(Data to use Opens)

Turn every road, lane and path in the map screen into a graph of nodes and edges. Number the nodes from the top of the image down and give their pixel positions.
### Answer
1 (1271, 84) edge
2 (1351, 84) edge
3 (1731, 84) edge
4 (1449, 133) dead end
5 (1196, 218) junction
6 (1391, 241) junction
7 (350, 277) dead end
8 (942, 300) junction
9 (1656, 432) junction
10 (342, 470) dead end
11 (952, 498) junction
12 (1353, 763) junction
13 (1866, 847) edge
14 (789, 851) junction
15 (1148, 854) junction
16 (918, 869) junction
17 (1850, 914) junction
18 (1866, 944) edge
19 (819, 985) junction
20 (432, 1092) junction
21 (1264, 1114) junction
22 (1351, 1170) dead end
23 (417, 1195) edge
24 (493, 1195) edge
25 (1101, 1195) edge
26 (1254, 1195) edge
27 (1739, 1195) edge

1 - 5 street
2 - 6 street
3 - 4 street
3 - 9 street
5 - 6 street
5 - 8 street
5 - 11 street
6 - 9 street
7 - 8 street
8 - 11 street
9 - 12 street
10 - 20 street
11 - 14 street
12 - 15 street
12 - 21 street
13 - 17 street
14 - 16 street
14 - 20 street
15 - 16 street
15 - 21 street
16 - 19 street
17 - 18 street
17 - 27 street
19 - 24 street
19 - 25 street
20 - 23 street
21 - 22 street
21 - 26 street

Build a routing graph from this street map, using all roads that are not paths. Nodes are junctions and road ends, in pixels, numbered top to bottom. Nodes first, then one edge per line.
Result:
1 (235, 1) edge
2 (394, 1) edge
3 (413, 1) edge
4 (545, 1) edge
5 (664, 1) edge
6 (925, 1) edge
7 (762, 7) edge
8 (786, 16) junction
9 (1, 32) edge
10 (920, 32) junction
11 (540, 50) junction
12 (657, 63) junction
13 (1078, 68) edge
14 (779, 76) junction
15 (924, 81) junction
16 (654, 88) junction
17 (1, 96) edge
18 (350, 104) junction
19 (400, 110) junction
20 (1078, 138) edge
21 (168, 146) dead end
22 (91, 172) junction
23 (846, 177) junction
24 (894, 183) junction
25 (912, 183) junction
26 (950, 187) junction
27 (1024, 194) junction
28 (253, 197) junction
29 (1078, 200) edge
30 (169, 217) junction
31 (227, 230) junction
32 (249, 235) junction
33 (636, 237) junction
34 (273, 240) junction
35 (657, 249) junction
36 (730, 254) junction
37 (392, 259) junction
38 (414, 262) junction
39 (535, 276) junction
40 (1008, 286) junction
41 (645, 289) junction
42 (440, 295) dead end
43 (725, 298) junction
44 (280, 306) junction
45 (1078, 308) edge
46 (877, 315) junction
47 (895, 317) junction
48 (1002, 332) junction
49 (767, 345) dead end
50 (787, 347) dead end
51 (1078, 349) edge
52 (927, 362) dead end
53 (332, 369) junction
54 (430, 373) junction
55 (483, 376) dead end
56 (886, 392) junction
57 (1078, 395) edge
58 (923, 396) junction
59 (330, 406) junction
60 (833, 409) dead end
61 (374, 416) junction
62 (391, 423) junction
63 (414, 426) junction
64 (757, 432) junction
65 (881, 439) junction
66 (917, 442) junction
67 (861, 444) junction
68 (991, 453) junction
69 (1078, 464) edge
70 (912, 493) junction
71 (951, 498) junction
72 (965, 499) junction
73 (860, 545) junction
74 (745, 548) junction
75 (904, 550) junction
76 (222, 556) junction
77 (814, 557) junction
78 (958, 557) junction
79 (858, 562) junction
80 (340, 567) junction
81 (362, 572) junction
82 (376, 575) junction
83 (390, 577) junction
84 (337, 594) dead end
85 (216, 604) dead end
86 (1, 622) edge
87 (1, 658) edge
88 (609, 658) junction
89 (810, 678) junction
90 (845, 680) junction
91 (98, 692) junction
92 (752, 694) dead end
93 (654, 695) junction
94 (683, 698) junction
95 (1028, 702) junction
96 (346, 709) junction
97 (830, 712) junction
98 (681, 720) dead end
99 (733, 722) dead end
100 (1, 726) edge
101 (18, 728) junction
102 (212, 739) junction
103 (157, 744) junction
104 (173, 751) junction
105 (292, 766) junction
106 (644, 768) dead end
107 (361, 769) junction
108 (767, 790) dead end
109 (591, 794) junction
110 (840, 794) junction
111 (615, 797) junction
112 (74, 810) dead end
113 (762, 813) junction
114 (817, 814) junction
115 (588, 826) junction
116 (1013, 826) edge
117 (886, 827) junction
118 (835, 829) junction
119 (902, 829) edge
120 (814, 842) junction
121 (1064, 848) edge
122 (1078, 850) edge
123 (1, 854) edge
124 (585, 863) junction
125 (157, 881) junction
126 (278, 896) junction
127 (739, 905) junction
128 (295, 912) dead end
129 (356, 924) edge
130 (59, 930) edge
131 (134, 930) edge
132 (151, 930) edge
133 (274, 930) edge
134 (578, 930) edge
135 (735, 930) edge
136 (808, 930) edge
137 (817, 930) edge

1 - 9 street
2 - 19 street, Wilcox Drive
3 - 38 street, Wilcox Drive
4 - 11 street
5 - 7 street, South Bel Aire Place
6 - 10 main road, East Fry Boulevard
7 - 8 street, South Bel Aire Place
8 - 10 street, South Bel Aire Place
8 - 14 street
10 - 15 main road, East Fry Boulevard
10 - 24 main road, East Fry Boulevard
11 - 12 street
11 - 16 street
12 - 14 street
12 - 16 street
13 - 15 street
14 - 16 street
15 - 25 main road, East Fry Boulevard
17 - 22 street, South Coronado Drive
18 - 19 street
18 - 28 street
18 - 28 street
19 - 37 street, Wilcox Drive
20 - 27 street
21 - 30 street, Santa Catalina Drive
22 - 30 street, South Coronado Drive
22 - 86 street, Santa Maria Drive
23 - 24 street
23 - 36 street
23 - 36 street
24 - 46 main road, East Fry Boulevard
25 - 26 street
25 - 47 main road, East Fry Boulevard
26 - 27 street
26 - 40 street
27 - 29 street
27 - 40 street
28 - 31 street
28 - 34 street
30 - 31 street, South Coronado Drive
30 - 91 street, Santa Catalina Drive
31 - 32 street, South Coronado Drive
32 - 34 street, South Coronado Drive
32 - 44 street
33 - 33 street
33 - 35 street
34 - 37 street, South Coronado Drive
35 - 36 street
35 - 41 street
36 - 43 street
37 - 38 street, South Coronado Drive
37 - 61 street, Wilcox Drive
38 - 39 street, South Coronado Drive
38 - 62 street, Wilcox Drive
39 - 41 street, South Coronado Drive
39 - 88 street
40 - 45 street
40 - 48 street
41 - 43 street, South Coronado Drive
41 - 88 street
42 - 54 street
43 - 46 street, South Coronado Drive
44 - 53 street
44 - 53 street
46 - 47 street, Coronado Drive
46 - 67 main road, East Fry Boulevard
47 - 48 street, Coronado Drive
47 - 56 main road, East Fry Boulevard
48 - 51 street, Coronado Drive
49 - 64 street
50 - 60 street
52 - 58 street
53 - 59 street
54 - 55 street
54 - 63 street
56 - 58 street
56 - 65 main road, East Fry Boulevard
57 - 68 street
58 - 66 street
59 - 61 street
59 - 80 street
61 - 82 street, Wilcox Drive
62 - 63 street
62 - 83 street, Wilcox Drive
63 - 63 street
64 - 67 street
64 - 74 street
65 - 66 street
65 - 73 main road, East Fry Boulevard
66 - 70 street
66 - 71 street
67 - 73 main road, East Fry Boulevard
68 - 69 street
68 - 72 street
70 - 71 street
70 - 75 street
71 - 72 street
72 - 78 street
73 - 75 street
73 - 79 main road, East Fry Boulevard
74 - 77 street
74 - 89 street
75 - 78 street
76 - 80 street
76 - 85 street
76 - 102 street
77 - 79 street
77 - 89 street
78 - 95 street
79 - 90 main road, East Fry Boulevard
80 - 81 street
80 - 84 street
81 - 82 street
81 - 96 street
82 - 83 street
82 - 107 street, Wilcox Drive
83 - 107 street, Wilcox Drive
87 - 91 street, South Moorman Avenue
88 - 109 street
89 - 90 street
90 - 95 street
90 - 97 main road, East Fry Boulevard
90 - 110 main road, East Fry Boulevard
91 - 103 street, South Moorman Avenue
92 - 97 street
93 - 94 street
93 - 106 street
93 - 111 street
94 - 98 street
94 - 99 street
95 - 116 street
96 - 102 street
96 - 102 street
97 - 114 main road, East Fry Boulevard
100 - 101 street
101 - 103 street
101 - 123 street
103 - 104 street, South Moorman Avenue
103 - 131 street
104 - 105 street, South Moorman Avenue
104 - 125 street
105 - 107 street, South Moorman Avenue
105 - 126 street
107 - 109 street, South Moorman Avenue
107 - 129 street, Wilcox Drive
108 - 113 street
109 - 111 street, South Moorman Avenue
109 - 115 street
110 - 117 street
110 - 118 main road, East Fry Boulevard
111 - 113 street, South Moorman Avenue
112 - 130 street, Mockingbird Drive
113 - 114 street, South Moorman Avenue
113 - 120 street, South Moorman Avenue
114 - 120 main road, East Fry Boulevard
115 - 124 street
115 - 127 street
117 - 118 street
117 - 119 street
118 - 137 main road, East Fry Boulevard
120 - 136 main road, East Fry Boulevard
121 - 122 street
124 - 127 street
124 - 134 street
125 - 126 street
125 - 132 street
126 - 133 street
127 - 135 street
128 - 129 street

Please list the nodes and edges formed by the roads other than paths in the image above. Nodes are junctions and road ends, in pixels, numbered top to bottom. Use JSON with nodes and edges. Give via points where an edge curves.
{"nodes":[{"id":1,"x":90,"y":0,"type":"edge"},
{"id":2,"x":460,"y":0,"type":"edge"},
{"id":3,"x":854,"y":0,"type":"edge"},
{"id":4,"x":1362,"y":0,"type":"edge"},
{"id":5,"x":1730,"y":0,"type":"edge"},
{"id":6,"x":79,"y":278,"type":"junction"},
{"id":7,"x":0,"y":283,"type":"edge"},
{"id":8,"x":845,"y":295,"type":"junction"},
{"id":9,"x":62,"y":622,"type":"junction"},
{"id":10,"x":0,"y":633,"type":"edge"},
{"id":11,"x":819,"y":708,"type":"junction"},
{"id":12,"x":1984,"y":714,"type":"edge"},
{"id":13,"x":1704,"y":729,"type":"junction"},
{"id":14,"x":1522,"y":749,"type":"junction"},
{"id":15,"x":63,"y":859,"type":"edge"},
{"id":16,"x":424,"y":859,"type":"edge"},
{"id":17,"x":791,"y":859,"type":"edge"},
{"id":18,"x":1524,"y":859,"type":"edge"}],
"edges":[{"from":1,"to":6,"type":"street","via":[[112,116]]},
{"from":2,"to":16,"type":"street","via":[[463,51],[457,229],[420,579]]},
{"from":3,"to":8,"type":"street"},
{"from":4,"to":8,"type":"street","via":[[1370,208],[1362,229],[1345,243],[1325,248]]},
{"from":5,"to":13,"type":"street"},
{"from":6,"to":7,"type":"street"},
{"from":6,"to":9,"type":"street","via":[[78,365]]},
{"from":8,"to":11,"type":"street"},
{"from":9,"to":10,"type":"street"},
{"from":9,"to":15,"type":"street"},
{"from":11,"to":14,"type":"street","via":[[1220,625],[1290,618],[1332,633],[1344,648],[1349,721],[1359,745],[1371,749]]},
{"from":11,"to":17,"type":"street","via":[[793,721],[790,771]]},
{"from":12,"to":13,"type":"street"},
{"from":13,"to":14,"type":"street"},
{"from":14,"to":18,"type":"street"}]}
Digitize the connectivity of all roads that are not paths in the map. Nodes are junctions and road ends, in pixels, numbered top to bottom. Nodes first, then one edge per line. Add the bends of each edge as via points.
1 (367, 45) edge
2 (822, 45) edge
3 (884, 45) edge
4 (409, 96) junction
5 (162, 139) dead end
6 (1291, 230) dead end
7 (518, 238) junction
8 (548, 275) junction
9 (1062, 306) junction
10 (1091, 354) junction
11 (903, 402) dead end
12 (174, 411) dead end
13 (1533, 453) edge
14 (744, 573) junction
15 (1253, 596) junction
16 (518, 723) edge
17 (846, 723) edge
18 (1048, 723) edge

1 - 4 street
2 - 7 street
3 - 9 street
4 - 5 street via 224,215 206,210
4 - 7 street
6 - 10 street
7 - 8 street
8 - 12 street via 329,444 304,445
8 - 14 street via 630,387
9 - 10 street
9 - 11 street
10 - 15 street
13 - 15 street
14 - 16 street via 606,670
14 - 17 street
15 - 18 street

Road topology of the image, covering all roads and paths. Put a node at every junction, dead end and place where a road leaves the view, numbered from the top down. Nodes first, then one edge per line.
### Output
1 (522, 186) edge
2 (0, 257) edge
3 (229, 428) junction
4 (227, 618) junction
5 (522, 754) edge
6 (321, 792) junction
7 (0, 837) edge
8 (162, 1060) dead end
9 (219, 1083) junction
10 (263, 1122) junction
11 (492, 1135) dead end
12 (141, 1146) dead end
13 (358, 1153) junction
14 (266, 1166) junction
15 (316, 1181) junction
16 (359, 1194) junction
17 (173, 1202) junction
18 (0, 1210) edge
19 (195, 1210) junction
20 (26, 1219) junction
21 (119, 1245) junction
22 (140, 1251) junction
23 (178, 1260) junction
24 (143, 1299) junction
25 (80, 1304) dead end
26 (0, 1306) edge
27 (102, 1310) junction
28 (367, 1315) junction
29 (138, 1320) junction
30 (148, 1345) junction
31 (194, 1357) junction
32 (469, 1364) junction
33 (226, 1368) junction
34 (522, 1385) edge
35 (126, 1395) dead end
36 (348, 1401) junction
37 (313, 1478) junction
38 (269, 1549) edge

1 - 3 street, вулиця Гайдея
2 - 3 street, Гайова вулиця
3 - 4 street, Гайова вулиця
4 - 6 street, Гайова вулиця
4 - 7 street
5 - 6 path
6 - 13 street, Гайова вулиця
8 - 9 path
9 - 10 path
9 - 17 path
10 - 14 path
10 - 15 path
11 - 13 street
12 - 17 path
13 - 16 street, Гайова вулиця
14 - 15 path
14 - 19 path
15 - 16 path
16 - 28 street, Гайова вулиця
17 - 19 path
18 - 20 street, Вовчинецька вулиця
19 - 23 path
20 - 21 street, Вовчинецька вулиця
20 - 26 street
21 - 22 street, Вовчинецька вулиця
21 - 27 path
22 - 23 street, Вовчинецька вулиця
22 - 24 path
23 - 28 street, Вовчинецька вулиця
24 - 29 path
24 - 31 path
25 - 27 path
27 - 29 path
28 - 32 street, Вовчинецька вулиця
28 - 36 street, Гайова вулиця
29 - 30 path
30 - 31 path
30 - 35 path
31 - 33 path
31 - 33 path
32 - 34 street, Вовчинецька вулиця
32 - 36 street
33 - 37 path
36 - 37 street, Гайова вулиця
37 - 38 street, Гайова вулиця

(Data to use Closes)

§ **What is being asked**
Wherever a line of the data above contains "Гайова", copy that line.

§ **Exercise solution**
2 - 3 street, Гайова вулиця
3 - 4 street, Гайова вулиця
4 - 6 street, Гайова вулиця
6 - 13 street, Гайова вулиця
13 - 16 street, Гайова вулиця
16 - 28 street, Гайова вулиця
28 - 36 street, Гайова вулиця
36 - 37 street, Гайова вулиця
37 - 38 street, Гайова вулиця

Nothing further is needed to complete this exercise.